One of the challenges I’ve set myself over the last nine months or so is that I try to do as much configuration work as possible with PowerShell instead of the GUI tools.  It’s a great way to save time, but also to force me to get more used to PowerShell.  One of the new features announced at TechEd North America is Desired State Configuration (DSC).  DSC allows you to specify a configuration, and then tell PowerShell to “make it so”.  I’m doing some playing around with the Windows Azure Pack in Windows Server 2012 R2 Preview, so what better time to also have a play with DSC?

From what I’ve seen so far, DSC is a declarative style of building configurations, focussing on the end state, rather than the process of getting to the end state.  This means you can define a simple configuration like:

Node localhost

{

Package WebPI
{

        Ensure = “Present”
Path = “$Env:SystemDrive\Source\WebPlatformInstaller_amd64_en-US.msi”
Name = “Web Platform Installer”
ProductId = “458707CD-9D7A-477F-B925-02242A29673B”
}

}

This is a simple configuration that defines that a server needs to have the Web Platform Installer application installed.

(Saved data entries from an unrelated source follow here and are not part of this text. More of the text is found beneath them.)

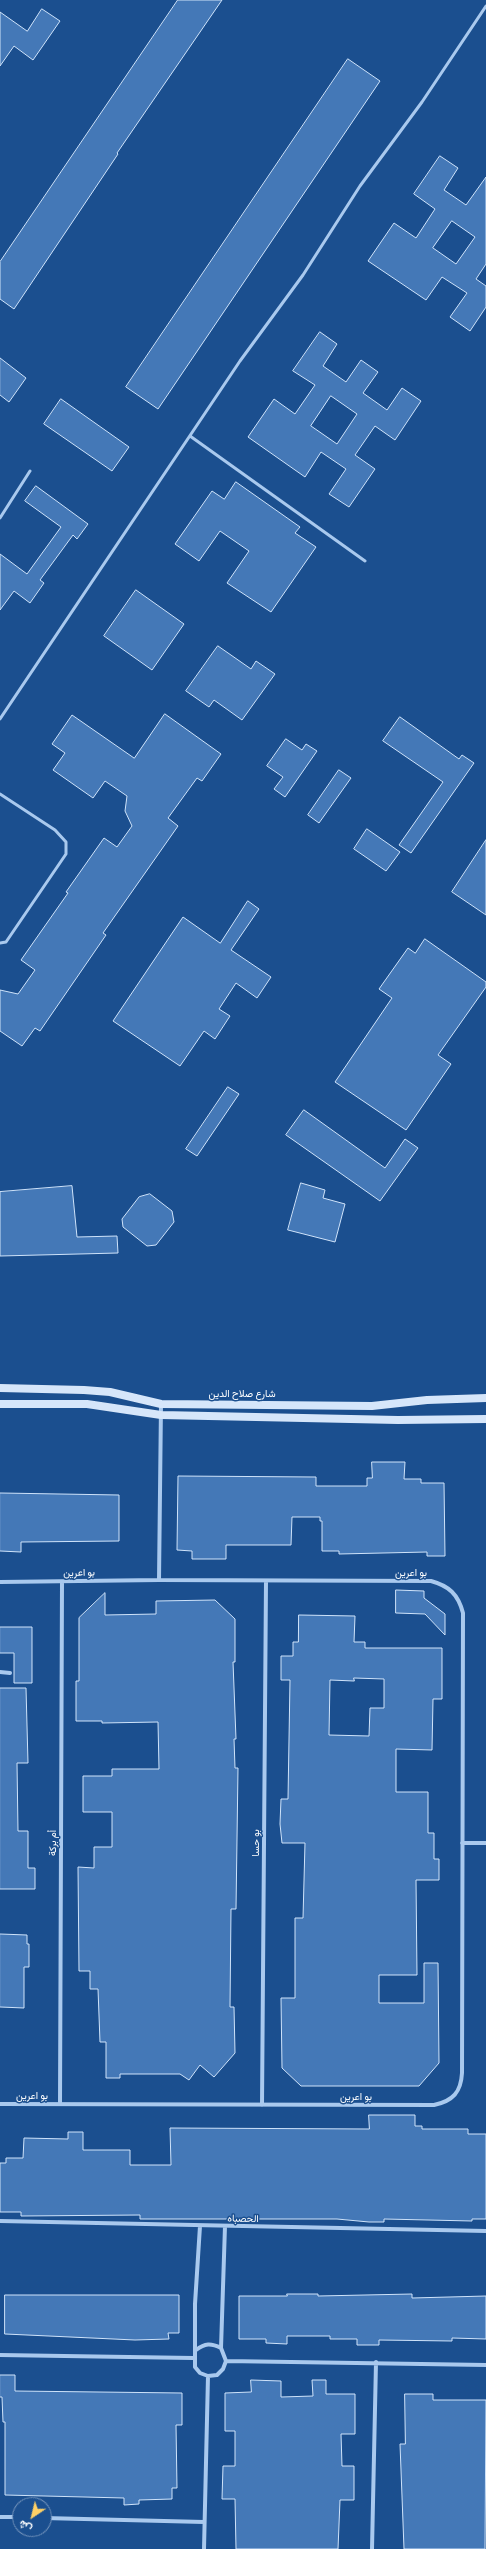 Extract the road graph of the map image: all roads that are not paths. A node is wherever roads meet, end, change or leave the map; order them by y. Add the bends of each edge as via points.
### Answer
1 (486, 6) edge
2 (190, 436) junction
3 (30, 471) dead end
4 (0, 518) edge
5 (365, 561) dead end
6 (0, 719) edge
7 (0, 794) edge
8 (0, 943) edge
9 (0, 1388) edge
10 (486, 1398) edge
11 (0, 1404) edge
12 (161, 1404) junction
13 (161, 1415) junction
14 (486, 1419) edge
15 (159, 1580) junction
16 (266, 1581) junction
17 (0, 1582) edge
18 (62, 1582) junction
19 (0, 1672) edge
20 (10, 1673) dead end
21 (462, 1843) junction
22 (486, 1843) edge
23 (0, 2104) edge
24 (60, 2104) junction
25 (262, 2105) junction
26 (0, 2221) edge
27 (200, 2226) junction
28 (225, 2226) junction
29 (486, 2231) edge
30 (221, 2348) junction
31 (196, 2350) junction
32 (0, 2355) edge
33 (193, 2358) junction
34 (226, 2361) junction
35 (376, 2362) junction
36 (486, 2365) edge
37 (208, 2376) junction
38 (0, 2517) edge
39 (12, 2517) edge
40 (52, 2518) edge
41 (204, 2522) junction
42 (204, 2549) edge
43 (372, 2549) edge

1 - 2 lane
2 - 5 lane
2 - 6 lane
3 - 4 lane
7 - 8 lane via 55,830 66,842 66,854 6,942
9 - 12 street, شارع صلاح الدين via 110,1392
10 - 12 street, شارع صلاح الدين via 427,1400 372,1406
11 - 13 street via 87,1404
12 - 13 street
13 - 14 street via 398,1420
13 - 15 street
15 - 16 street, بو اعرين
15 - 18 street, بو اعرين
16 - 21 street, بو اعرين via 431,1581 443,1584 453,1591 460,1601 463,1613
16 - 25 street, بو حسا
17 - 18 street, بو اعرين
18 - 24 street, أم بركة
19 - 20 street
21 - 22 street
21 - 25 street, بو اعرين via 462,2073 461,2085 455,2095 446,2103 434,2105
23 - 24 street, بو اعرين
24 - 25 street, بو اعرين
26 - 27 street, الحصباه
27 - 28 street, الحصباه
27 - 31 street via 195,2304
28 - 29 street, الحصباه
28 - 30 street
30 - 31 street via 203,2344
30 - 34 street
31 - 33 street
32 - 33 street
33 - 37 street via 195,2367 200,2373
34 - 35 street
34 - 37 street via 217,2375
35 - 36 street
35 - 43 street
37 - 41 street
38 - 39 street
40 - 41 street
41 - 42 street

The Package keyword (or “Resource” to use it’s official name) tells DSC that we’re looking at an application that needs to be in place.  There are a number of resources in the box for DSC documented here.  The “Ensure = “present”” line defines that the software should be in place and the Path line defines where the software source is if it needs to be installed.  The ProductId is the detection mechanism – how does DSC figure out if it needs to do anything.  If this strikes you as very similar to System Center Configuration Manager’s application model, you’re not the only one!

So what does this have to do with Azure Pack?  Well, if you’ve had a look at it you’ll see there is a bunch of pre-configuration to do on the machines you use if you’re doing a distributed install, especially for the web hosting component.  I decided to use the opportunity to learn DSC as well as Azure Pack.  What I’ve built is an initial configuration file that will enable all the appropriate operating system components, and install the Web Platform Installer so I can use it to download the Azure Pack components.  I could simply do all the configuration with WebPI, but where’s the learning opportunity in that?

To set this up, you will need to create a directory in C:\ called source, and then download the Web Platform Installer from here and save it into that directory.  Now you can use DSC to configure your machine.  Start by executing the PowerShell configuration file here

.\AzurePackDSC.ps1

If it’s worked correctly you will see a subdirectory created called AzurePackWebConfig with a MOF file in it.  Then, you can apply the configuration

start-dscconfiguration –verbose –wait –path .\AzurePackWebConfig

And then wait as the configuration is applied.  And it’s as easy as that.